These changes will affect all UK businesses making B2C sales to customers in other EU states even if they are not registered for UK VAT.
For example, a UK business selling an app to an individual in Sweden will charge VAT at Sweden’s standard rate of 25 per cent, while the same app sold to someone in Cyprus will be subject to a standard VAT rate of 19 per cent.
However, complications arise for those selling through Android/Google Play and also in-app purchases. It seems that they lack Apple’s current agreement of acting as your agent. In effect, a UK business sell to Apple SARL in Luxembourg and Apple sell on to the EU customer.

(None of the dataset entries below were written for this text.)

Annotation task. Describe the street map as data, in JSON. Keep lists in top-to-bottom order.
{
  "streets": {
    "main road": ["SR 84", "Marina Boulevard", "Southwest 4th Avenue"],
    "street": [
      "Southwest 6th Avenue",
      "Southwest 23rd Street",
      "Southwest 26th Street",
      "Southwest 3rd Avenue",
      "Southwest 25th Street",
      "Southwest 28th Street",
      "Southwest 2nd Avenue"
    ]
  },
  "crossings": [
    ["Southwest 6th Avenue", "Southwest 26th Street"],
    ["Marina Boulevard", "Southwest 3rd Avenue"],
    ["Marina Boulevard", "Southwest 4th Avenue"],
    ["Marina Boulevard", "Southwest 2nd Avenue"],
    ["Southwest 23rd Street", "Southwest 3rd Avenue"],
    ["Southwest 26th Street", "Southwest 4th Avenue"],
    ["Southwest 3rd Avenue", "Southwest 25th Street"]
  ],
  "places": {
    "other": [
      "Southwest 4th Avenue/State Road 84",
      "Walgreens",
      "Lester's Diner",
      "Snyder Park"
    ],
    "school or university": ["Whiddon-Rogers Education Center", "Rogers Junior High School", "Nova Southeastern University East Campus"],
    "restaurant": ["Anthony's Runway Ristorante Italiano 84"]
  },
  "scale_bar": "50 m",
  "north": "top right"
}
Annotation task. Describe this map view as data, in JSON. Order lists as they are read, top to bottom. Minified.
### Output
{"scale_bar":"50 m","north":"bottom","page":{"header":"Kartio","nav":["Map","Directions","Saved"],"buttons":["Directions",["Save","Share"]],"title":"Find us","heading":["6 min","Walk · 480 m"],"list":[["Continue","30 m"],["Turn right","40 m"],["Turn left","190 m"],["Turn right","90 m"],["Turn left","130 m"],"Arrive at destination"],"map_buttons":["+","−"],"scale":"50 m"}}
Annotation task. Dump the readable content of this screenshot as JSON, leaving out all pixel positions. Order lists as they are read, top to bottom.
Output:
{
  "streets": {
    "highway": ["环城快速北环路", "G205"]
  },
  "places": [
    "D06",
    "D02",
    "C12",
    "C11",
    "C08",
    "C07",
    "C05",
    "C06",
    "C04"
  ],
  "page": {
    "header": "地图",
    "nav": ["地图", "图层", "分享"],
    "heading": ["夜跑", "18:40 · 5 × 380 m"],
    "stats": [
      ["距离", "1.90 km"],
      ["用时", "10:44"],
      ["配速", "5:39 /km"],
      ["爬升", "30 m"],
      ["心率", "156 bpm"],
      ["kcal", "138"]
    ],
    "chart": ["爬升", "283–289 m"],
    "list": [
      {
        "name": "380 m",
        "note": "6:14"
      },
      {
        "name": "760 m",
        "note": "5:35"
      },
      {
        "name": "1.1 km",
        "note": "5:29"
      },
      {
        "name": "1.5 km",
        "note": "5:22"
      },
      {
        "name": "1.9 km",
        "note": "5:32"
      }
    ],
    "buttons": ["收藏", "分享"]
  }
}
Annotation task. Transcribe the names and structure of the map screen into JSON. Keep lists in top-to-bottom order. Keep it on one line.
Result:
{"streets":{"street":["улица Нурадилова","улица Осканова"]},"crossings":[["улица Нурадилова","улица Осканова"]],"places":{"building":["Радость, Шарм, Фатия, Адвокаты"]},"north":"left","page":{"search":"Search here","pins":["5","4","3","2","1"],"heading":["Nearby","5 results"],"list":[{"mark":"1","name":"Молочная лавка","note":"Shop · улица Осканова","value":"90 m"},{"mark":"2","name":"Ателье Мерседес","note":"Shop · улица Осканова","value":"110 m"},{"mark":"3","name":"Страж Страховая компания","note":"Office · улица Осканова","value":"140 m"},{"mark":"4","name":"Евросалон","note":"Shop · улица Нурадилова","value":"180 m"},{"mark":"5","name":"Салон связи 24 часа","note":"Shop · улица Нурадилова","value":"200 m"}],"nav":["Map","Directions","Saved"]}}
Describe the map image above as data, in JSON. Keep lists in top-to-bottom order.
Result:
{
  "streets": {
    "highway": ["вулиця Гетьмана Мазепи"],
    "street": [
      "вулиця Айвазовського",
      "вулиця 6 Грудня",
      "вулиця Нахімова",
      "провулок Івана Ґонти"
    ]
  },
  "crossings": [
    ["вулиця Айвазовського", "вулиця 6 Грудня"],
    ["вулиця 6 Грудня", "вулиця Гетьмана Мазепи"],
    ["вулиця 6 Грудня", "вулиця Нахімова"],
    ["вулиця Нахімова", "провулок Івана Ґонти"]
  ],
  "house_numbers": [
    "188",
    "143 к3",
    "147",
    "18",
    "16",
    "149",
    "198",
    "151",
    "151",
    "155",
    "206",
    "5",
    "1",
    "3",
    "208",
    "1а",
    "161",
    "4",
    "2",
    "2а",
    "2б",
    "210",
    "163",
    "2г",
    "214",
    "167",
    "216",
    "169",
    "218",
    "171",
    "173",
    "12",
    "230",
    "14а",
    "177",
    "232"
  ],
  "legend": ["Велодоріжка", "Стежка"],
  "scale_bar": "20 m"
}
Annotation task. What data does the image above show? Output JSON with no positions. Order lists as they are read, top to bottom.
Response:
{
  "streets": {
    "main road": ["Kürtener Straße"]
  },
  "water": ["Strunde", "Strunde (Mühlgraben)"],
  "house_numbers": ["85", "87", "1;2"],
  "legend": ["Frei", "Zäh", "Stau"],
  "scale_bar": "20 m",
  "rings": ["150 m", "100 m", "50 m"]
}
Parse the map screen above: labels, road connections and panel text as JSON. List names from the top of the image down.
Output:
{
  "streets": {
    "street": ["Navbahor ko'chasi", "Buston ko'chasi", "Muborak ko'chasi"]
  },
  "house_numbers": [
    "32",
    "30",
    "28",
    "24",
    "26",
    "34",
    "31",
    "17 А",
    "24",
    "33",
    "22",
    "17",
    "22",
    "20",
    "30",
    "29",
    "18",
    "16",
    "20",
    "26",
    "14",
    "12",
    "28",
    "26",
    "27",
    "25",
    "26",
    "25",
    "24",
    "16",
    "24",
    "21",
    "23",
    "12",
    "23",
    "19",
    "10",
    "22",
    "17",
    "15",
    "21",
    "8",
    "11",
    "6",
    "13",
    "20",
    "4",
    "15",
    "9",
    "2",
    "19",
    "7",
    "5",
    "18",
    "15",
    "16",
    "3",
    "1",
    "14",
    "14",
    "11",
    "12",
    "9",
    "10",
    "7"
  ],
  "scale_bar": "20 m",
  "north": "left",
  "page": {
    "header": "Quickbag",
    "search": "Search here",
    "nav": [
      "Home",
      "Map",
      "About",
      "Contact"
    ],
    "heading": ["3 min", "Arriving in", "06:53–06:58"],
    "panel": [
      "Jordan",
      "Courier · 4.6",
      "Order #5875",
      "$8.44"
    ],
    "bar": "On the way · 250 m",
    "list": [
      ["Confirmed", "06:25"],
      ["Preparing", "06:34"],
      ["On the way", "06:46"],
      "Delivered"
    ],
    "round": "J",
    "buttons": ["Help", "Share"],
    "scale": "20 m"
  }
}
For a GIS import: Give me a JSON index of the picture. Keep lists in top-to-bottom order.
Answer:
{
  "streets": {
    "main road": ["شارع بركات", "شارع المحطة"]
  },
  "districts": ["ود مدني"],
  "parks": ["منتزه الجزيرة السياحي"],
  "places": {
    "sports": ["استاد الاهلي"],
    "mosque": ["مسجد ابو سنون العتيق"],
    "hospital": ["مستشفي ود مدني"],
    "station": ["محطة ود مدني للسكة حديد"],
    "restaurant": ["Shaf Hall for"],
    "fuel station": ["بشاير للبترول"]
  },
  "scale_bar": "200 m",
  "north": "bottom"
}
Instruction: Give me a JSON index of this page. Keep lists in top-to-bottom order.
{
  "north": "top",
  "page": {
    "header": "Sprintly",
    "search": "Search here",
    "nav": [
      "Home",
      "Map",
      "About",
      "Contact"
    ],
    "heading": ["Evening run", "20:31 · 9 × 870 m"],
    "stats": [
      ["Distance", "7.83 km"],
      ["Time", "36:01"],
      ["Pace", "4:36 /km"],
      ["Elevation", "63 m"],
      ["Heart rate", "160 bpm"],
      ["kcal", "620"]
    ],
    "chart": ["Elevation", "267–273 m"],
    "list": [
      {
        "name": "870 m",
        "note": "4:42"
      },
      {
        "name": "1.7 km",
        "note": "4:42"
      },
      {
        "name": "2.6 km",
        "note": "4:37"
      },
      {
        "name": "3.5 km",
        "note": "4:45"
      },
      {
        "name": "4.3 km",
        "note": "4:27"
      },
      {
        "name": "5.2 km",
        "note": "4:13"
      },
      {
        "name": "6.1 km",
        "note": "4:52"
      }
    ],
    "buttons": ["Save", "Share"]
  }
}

For UK businesses selling e-services on Android/Google Play, the agreement is structured in a way that the business sells directly to the EU customer. It will therefore be the businesses responsibility to account for, and collect, the correct amount of VAT based on each customer’s location and pay this over to the local tax authorities.
With 28 countries in the EU and 30 different rates of VAT, the scope of confusion is obvious. UK businesses with significant EU sales should take this opportunity to review pricing structures.
Either way, UK businesses will need to review their checkout process to identify exactly where the customer is located. HMRC have indicated that they would expect businesses to use information such as billing address or IP address to confirm where the individual is located or where the mobile or tablet devices is registered. The next step is to apply and collect the appropriate rate of VAT.